→ WHAT IS NEEDED: All lines with the word "pixels" in the material below are required.

→ RECORD EXCERPTS:
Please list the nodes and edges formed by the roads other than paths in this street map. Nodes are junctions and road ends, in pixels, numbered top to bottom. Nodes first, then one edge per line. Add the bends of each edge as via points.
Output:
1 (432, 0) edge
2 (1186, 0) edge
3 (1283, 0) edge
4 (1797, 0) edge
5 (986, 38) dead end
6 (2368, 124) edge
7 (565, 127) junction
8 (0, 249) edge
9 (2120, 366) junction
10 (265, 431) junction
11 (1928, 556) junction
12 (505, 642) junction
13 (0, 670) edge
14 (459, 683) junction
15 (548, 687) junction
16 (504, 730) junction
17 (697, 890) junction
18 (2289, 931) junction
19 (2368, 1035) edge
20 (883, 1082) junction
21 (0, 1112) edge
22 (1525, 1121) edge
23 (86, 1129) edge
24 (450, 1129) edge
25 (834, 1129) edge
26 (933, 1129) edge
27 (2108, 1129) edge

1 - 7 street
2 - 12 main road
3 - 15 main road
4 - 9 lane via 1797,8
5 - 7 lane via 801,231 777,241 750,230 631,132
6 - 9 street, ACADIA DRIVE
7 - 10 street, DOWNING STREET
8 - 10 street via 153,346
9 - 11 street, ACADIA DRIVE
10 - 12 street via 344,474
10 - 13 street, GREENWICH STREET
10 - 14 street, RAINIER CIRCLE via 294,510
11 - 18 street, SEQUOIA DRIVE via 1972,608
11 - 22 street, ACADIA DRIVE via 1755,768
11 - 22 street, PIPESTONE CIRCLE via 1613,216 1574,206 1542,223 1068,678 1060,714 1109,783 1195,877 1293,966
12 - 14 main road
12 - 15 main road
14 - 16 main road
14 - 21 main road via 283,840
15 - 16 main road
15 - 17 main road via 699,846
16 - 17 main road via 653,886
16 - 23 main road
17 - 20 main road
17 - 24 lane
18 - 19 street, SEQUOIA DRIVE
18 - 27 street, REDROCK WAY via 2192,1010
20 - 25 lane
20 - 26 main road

...

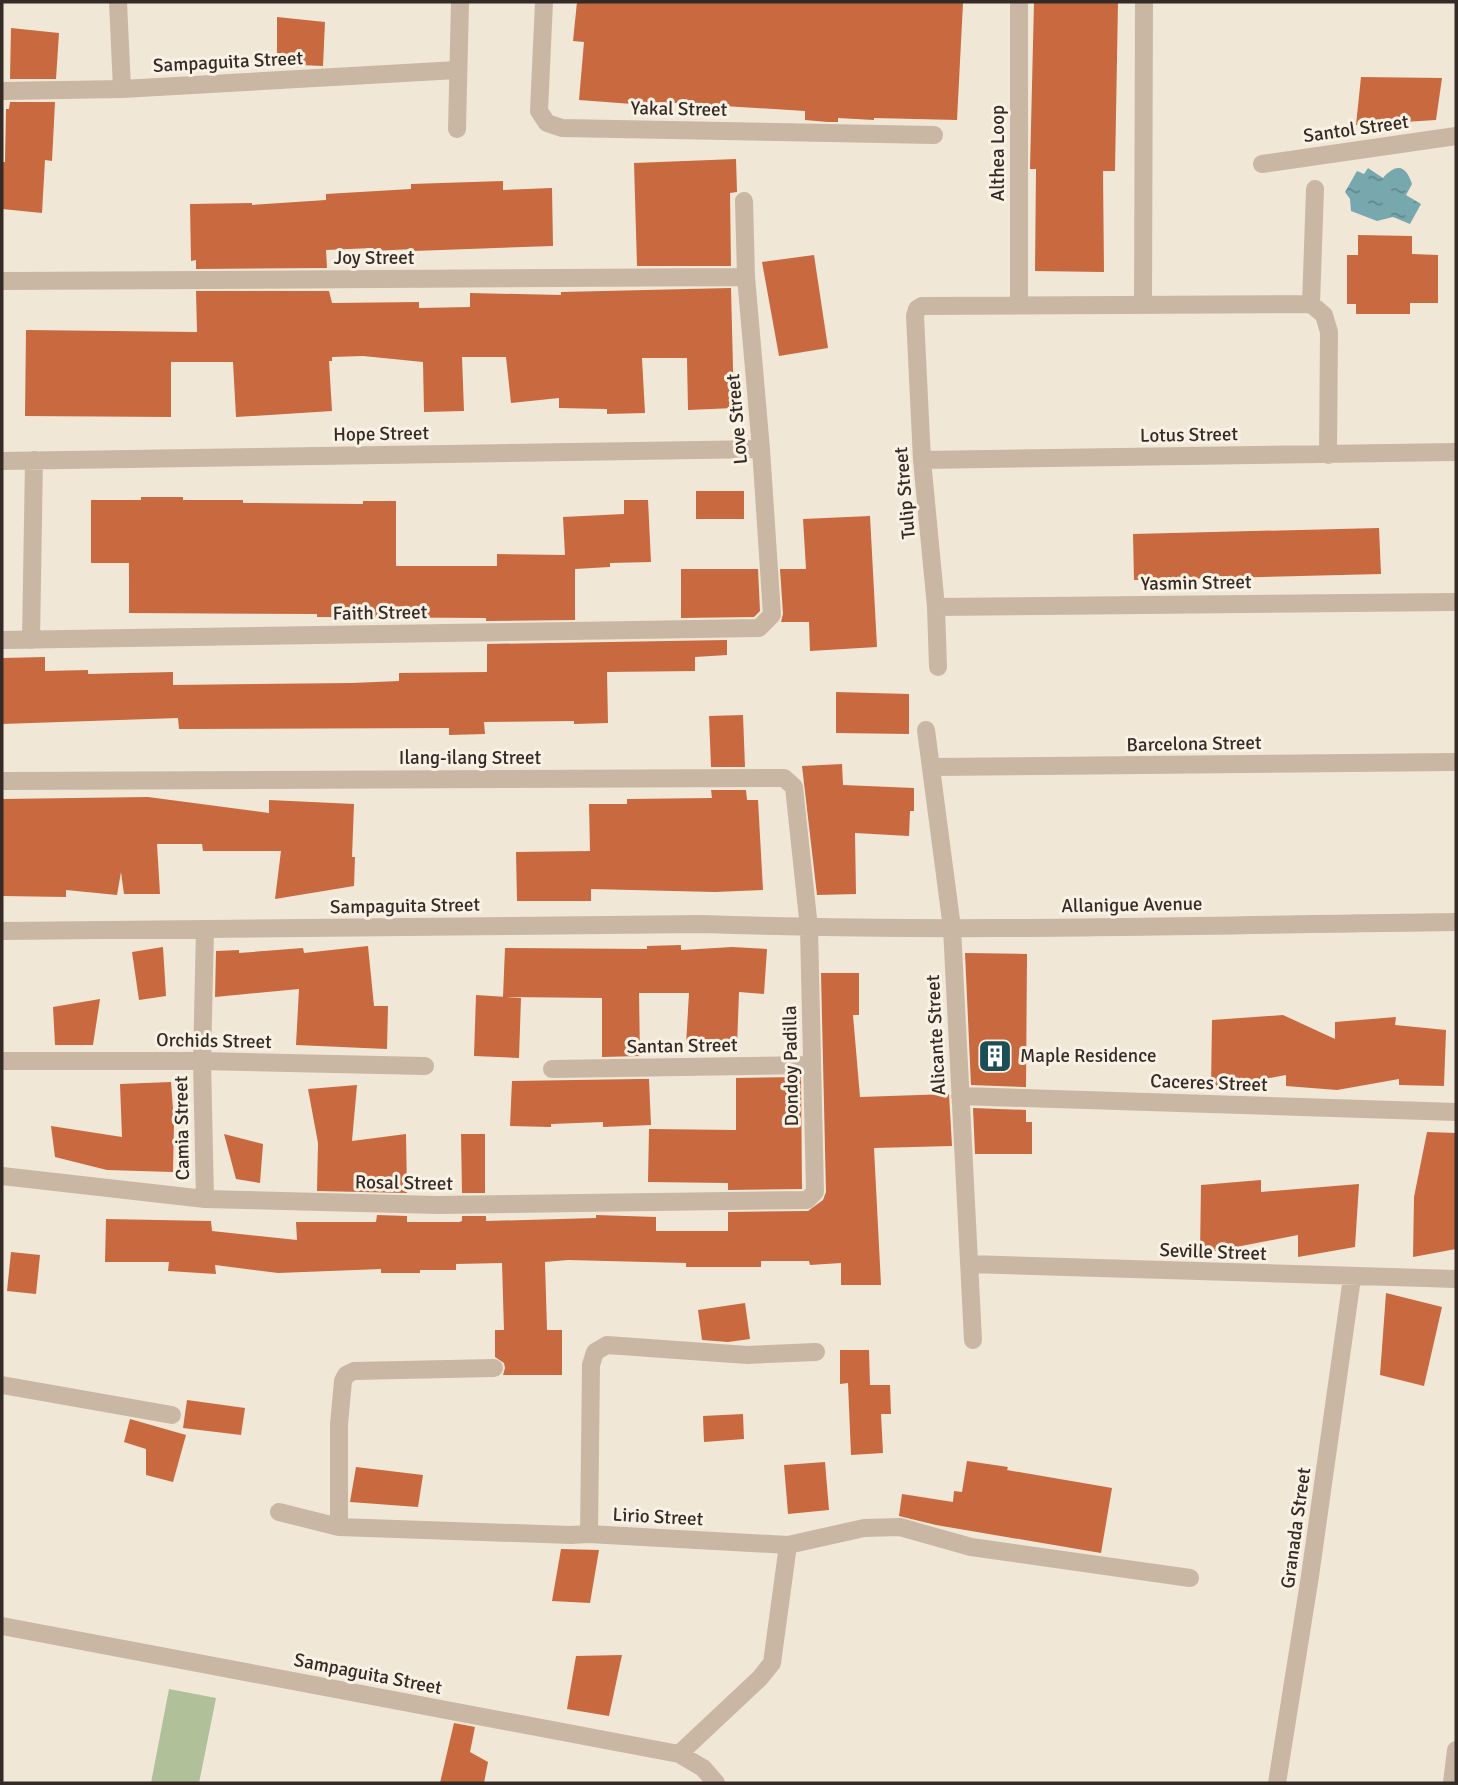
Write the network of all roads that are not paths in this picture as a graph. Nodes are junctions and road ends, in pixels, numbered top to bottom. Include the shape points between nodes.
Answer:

---

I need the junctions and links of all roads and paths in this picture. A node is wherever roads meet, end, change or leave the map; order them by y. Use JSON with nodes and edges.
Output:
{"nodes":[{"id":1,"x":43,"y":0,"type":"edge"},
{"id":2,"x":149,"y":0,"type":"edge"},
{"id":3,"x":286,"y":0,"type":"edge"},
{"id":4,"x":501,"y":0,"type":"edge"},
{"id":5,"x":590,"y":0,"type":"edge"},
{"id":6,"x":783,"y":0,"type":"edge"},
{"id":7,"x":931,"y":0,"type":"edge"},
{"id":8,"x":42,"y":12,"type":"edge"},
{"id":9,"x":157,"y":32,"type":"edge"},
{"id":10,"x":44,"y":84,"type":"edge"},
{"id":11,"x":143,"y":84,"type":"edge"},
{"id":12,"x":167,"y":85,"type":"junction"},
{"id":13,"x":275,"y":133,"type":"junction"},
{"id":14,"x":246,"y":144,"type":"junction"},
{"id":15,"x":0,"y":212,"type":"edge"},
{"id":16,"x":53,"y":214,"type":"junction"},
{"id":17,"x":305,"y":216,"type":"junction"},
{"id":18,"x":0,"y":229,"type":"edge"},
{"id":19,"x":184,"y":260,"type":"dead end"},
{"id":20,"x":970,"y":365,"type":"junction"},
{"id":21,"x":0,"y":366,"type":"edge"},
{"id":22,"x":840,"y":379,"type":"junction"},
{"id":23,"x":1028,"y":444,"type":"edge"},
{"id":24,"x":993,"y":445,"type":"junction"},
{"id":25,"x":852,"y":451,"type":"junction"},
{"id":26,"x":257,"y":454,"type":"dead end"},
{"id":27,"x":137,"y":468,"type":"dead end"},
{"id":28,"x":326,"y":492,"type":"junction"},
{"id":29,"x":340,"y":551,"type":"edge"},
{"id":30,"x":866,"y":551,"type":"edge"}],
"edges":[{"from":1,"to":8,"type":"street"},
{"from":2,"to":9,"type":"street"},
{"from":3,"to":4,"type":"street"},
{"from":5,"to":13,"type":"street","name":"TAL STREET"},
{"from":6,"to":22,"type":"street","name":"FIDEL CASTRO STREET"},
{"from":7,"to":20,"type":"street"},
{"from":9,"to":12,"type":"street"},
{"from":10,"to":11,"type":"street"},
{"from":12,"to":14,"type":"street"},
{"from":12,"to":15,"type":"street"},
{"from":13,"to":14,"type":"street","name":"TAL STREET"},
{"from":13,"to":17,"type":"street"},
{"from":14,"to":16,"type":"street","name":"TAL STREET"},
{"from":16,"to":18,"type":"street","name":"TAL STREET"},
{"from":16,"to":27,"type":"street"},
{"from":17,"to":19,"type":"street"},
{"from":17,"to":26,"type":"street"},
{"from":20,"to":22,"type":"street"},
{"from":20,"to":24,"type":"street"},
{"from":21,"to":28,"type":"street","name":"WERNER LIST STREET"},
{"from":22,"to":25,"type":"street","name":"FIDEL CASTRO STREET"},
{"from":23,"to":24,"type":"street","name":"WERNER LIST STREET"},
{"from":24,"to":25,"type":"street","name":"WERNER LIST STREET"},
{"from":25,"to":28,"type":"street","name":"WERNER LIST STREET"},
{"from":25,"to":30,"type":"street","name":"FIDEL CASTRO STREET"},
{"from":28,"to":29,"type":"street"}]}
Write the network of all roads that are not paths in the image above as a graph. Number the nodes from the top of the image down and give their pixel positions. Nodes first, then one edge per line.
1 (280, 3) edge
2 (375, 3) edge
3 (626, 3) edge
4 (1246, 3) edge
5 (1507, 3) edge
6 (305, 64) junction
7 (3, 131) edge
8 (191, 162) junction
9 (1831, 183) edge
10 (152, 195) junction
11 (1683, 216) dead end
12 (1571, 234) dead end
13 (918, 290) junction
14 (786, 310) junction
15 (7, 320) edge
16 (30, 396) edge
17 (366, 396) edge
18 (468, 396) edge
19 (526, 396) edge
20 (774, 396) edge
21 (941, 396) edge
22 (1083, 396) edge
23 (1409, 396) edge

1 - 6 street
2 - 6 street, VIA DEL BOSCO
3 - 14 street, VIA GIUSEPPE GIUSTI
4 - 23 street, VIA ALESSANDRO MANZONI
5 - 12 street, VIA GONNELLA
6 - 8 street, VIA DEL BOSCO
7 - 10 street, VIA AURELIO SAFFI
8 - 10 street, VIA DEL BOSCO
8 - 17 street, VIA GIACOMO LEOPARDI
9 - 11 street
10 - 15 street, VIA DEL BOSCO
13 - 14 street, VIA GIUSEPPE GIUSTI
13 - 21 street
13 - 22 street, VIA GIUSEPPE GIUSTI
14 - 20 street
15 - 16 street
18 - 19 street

→ YOUR RESPONSE:
Please list the nodes and edges formed by the roads other than paths in this street map. Nodes are junctions and road ends, in pixels, numbered top to bottom. Nodes first, then one edge per line. Add the bends of each edge as via points.
Write the network of all roads that are not paths in this picture as a graph. Nodes are junctions and road ends, in pixels, numbered top to bottom. Include the shape points between nodes.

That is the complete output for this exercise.